It is a cross-sectional schematic diagram of the gas swirl flow structure which concerns on this invention. It is a cross-sectional schematic diagram of the air conditioning apparatus which concerns on this invention. It is a decomposition | disassembly schematic diagram of the local structure of the air conditioning apparatus which concerns on this invention. It is a decomposition | disassembly schematic diagram of the local structure of the air conditioning apparatus which concerns on this invention. It is a flow direction schematic diagram at the time of the action | operation of the air conditioner which concerns on this invention.

  Hereinafter, embodiments of the present invention will be described using specific examples. Those skilled in the art can easily understand other advantages and effects of the present invention from the description of the present specification.

  In addition, the structure, proportion, dimensions, and the like shown in the drawings attached to the specification are explained according to the contents described in the specification so that those skilled in the art can understand them. Since it does not limit the implementation, it has no technical significance and any structural modifications, proportional changes or dimensional adjustments should not affect the effectiveness and purpose of the present invention. Falls within the scope of the technical content disclosed in the present invention.
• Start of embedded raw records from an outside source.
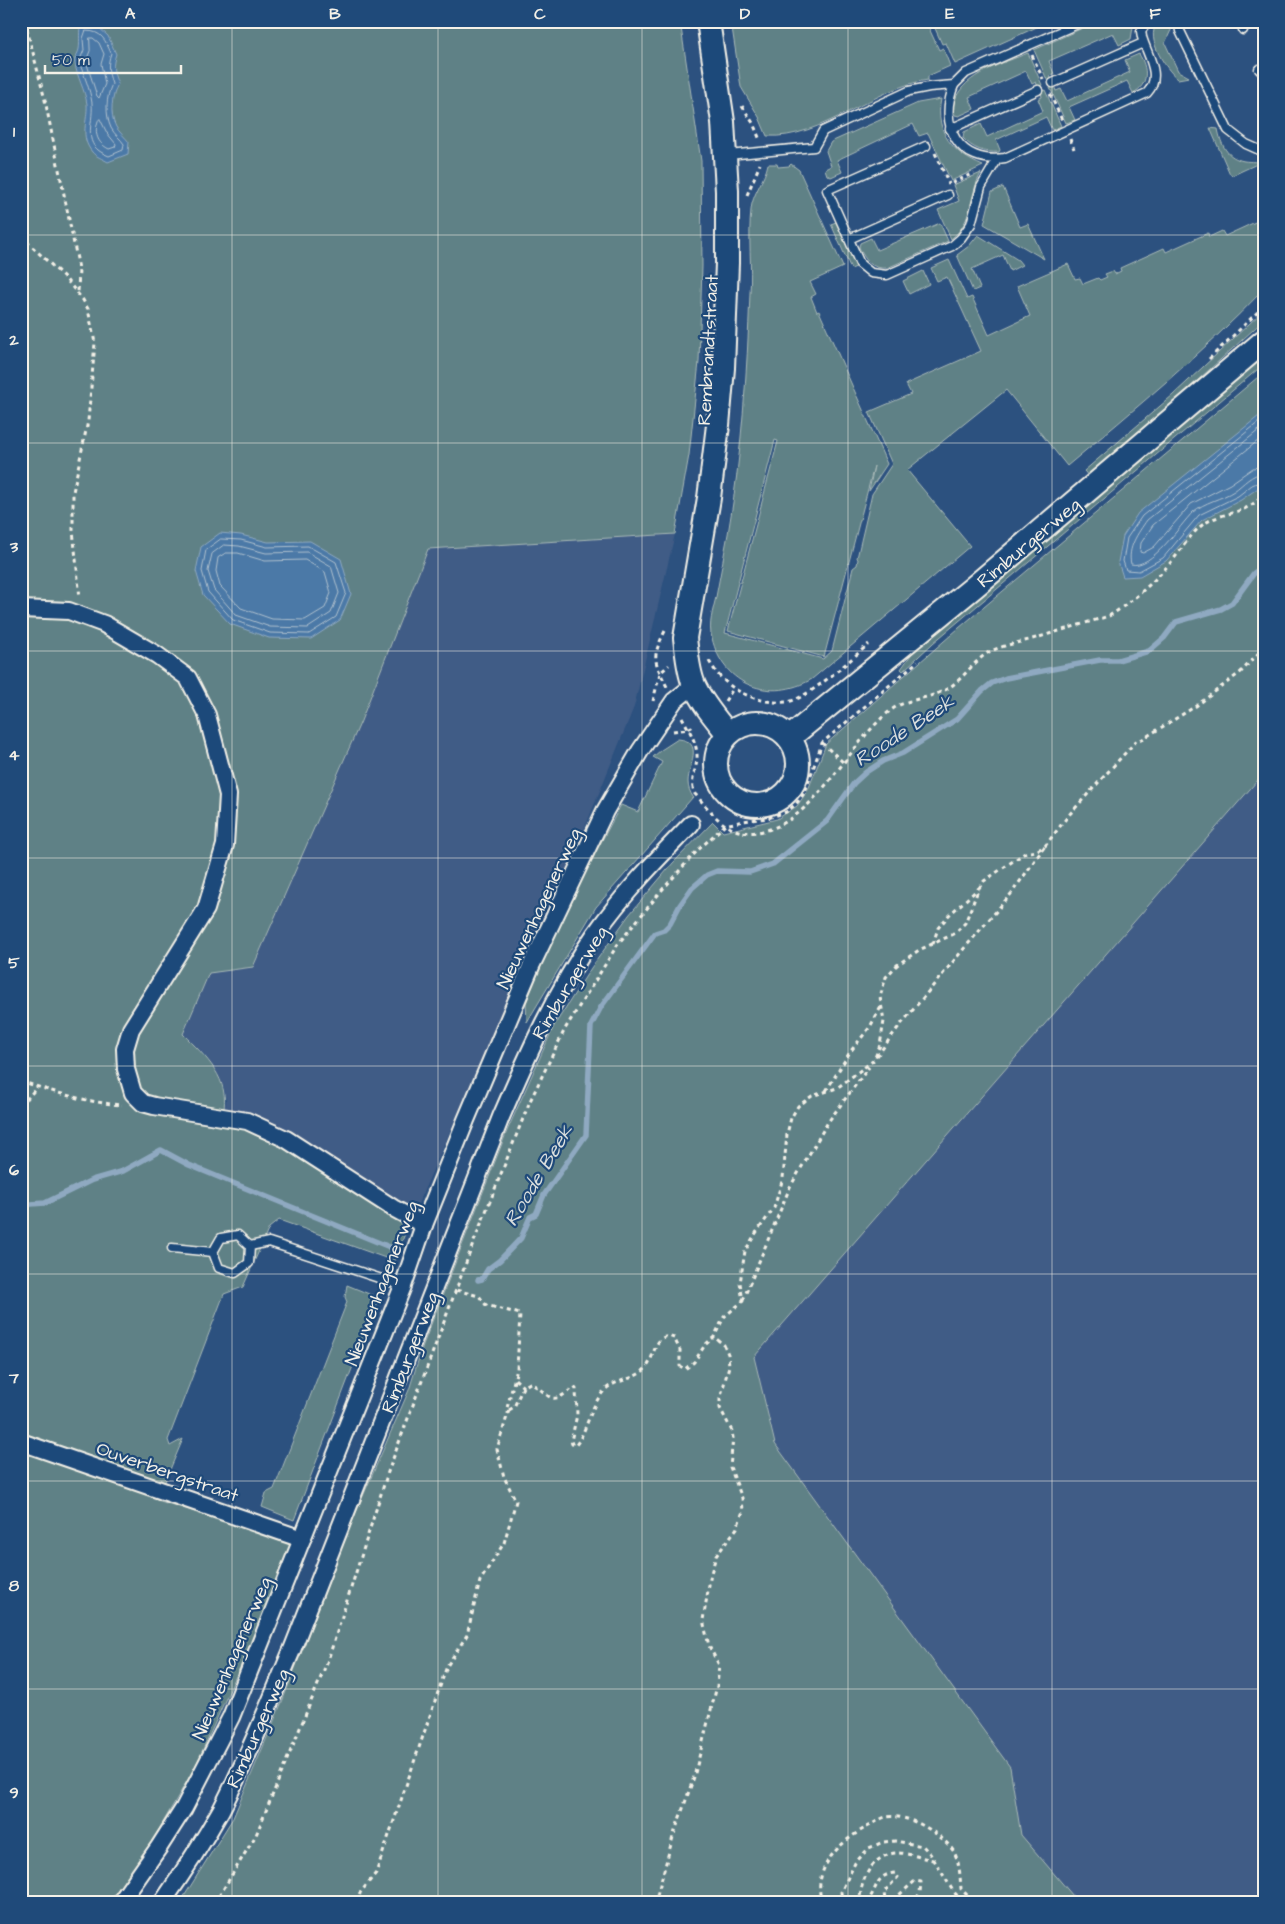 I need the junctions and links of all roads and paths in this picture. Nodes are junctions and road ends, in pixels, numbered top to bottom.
1 (25, 21) edge
2 (708, 21) edge
3 (1084, 21) edge
4 (1148, 21) edge
5 (1178, 21) edge
6 (1144, 43) junction
7 (1053, 83) dead end
8 (954, 85) junction
9 (1038, 90) dead end
10 (950, 129) junction
11 (930, 147) joint
12 (1263, 152) edge
13 (725, 155) junction
14 (997, 160) junction
15 (949, 184) dead end
16 (948, 195) dead end
17 (21, 236) edge
18 (849, 239) junction
19 (78, 294) junction
20 (1264, 306) edge
21 (1264, 341) edge
22 (1203, 364) dead end
23 (1264, 493) edge
24 (21, 609) edge
25 (81, 616) junction
26 (666, 629) dead end
27 (869, 644) dead end
28 (1264, 647) edge
29 (705, 653) dead end
30 (660, 673) dead end
31 (694, 685) junction
32 (688, 729) dead end
33 (728, 734) junction
34 (789, 738) junction
35 (843, 762) junction
36 (691, 824) dead end
37 (725, 826) junction
38 (1045, 846) junction
39 (979, 888) junction
40 (933, 944) junction
41 (882, 1006) junction
42 (874, 1060) junction
43 (21, 1081) edge
44 (38, 1087) junction
45 (825, 1092) junction
46 (143, 1103) junction
47 (21, 1106) edge
48 (424, 1225) junction
49 (250, 1246) junction
50 (172, 1248) dead end
51 (213, 1252) junction
52 (403, 1286) junction
53 (456, 1290) junction
54 (743, 1301) junction
55 (714, 1337) junction
56 (515, 1379) junction
57 (522, 1387) junction
58 (509, 1410) junction
59 (21, 1442) edge
60 (302, 1538) junction
61 (934, 1860) junction
62 (120, 1903) edge
63 (162, 1903) edge
64 (215, 1903) edge
65 (358, 1903) edge
66 (655, 1903) edge
67 (822, 1903) edge
68 (842, 1903) edge
69 (864, 1903) edge
70 (913, 1903) edge
71 (964, 1903) edge
72 (975, 1903) edge

1 - 19 path
2 - 13 street, Rembrandtstraat
3 - 8 lane
4 - 6 lane
5 - 12 lane
6 - 7 lane
6 - 14 lane
8 - 10 lane
8 - 13 lane
9 - 10 lane
10 - 14 lane
11 - 15 path
11 - 18 lane
13 - 31 street, Rembrandtstraat
14 - 18 lane
16 - 18 lane
17 - 19 path
19 - 25 path
20 - 22 path
21 - 34 street, Rimburgerweg
23 - 35 path
24 - 25 street
25 - 46 street
26 - 30 path
27 - 29 path
28 - 38 path
31 - 33 street, Rembrandtstraat
31 - 48 street, Nieuwenhagenerweg
32 - 37 path
33 - 34 street
33 - 34 street
35 - 37 path
35 - 37 path
36 - 63 street, Rimburgerweg
37 - 53 path, Rimburgerweg
38 - 39 path
38 - 42 path
39 - 40 path
39 - 40 path
40 - 41 path
41 - 42 path
41 - 45 path
42 - 45 path
42 - 54 path
43 - 44 path
44 - 46 path
44 - 47 path
45 - 54 path
46 - 48 street
48 - 52 street, Nieuwenhagenerweg
49 - 51 lane
49 - 51 lane
49 - 52 lane
50 - 51 lane
52 - 60 street, Nieuwenhagenerweg
53 - 56 path
53 - 64 path, Rimburgerweg
54 - 55 path
55 - 57 path
55 - 66 path
56 - 57 path
56 - 58 path
57 - 58 path
58 - 65 path
59 - 60 street, Ouverbergstraat
60 - 62 street, Nieuwenhagenerweg
61 - 68 path
61 - 69 path
61 - 71 path
67 - 72 path
69 - 70 path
In addition, terms such as “top”, “inside”, “outside”, “bottom”, “one” and the like described in the specification are for facilitating understanding of the explanation, and It is not intended to limit the practicable range, and any change or adjustment of the relative relationship is considered as the practicable range of the present invention unless there is a substantial change in the technical contents.
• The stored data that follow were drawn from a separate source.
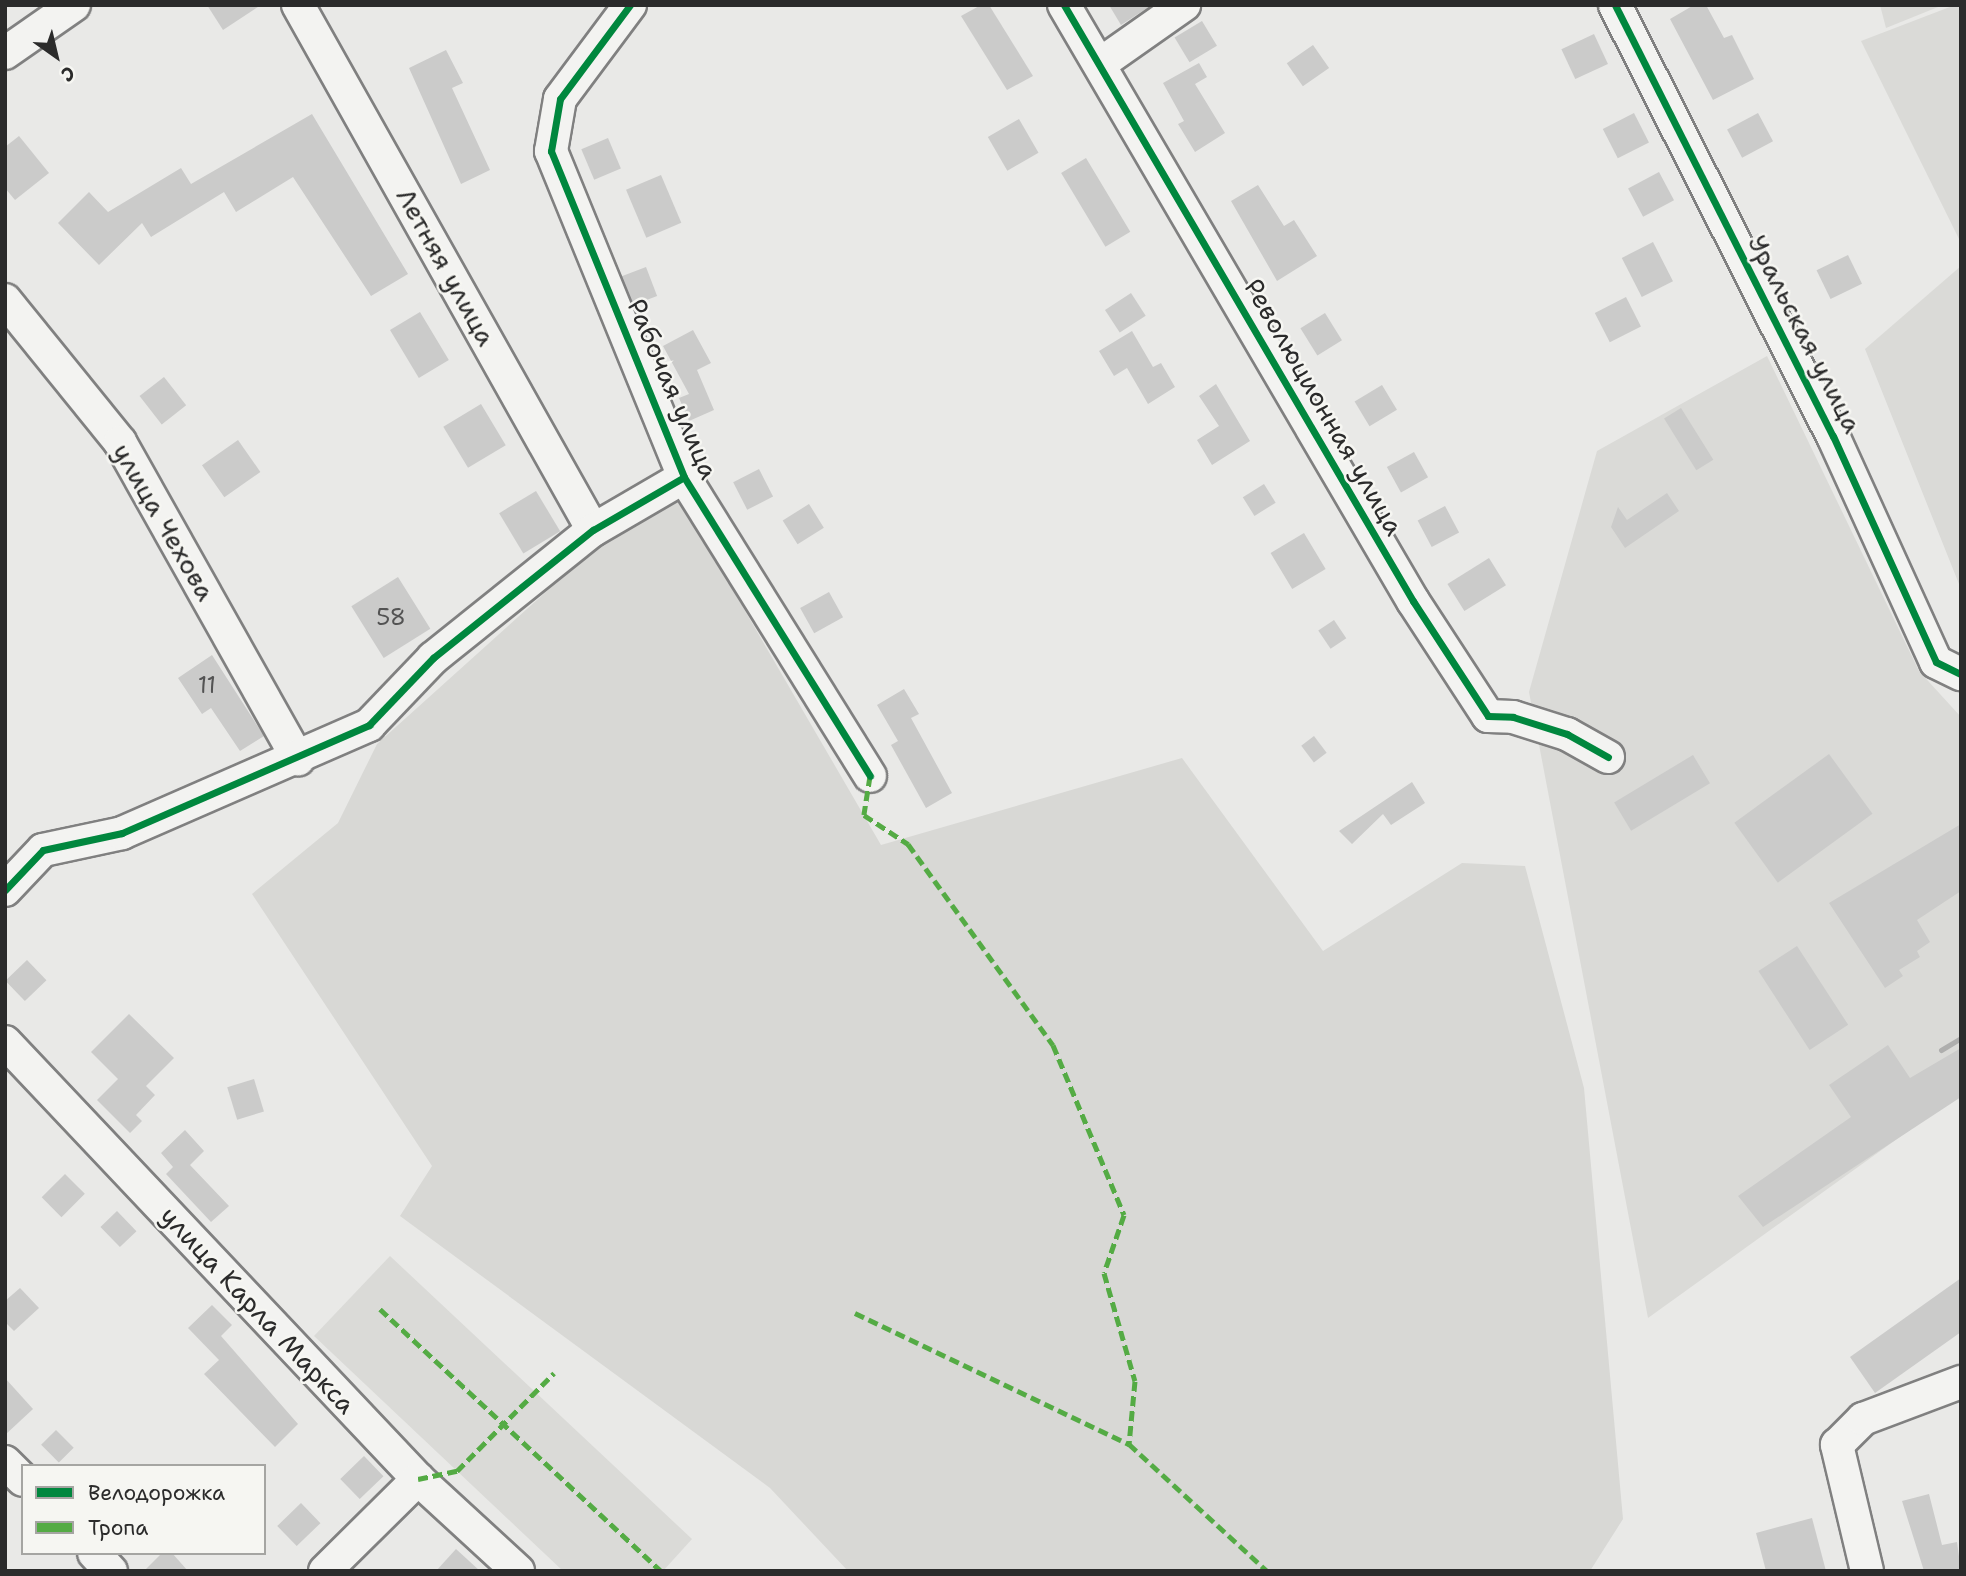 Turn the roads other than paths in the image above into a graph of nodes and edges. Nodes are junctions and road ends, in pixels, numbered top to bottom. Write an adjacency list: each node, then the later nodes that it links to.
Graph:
1 (74, 5): 7 (street)
2 (298, 5): 11 (street, Летняя улица)
3 (631, 5): 10 (street, Рабочая улица)
4 (1064, 5): 8 (street, Революционная улица)
5 (1184, 5): 8 (street)
6 (1615, 5): 12 (street, Уральская улица)
7 (5, 53)
8 (1100, 64): 13 (street, Революционная улица)
9 (5, 300): 14 (street, улица Чехова)
10 (684, 477): 11 (street); 15 (street, Рабочая улица)
11 (593, 530): 14 (street)
12 (1961, 674)
13 (1608, 757)
14 (298, 759): 16 (street)
15 (870, 776)
16 (5, 890)
17 (5, 1042): 21 (street, улица Карла Маркса)
18 (1961, 1382): 26 (street)
19 (5, 1462): 20 (street)
20 (21, 1478)
21 (418, 1479): 24 (street); 25 (street, улица Карла Маркса)
22 (96, 1555): 23 (street)
23 (111, 1571)
24 (325, 1571)
25 (518, 1571)
26 (1867, 1571)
  FIG. 1 is a schematic diagram of a gas swirl structure according to the present invention. As shown in FIG. 1, the gas swirl structure according to the present invention is configured as an outer peripheral portion that forms an accommodation space, and has at least one opening formed at both ends facing the opening. A first side wall 101, a second side wall 102, and a third side wall 103, each of which has a bent portion 1011 that is bent into a space), and the second side wall 102 and the third side wall 103 are the first side wall 103. The second side wall 102 is located between the first side wall 101 and the third side wall 103, and is located in the accommodation space formed by the first side wall 101. Between the side wall 102 and the third side wall 103, and on the side of the second side wall 102 facing the accommodation space, and between the third side wall 103 and the bent portion 1011. Located between (Connected to i.e. one end bent portion 1011, the other end a third is connected to the side wall 103) because is to provide a gas swirling flow structure, characterized in that it comprises a diversion element 11, a. In this embodiment, the current conducting element 11 is, for example, a plurality of fins provided on the second side wall 102, but is not limited thereto.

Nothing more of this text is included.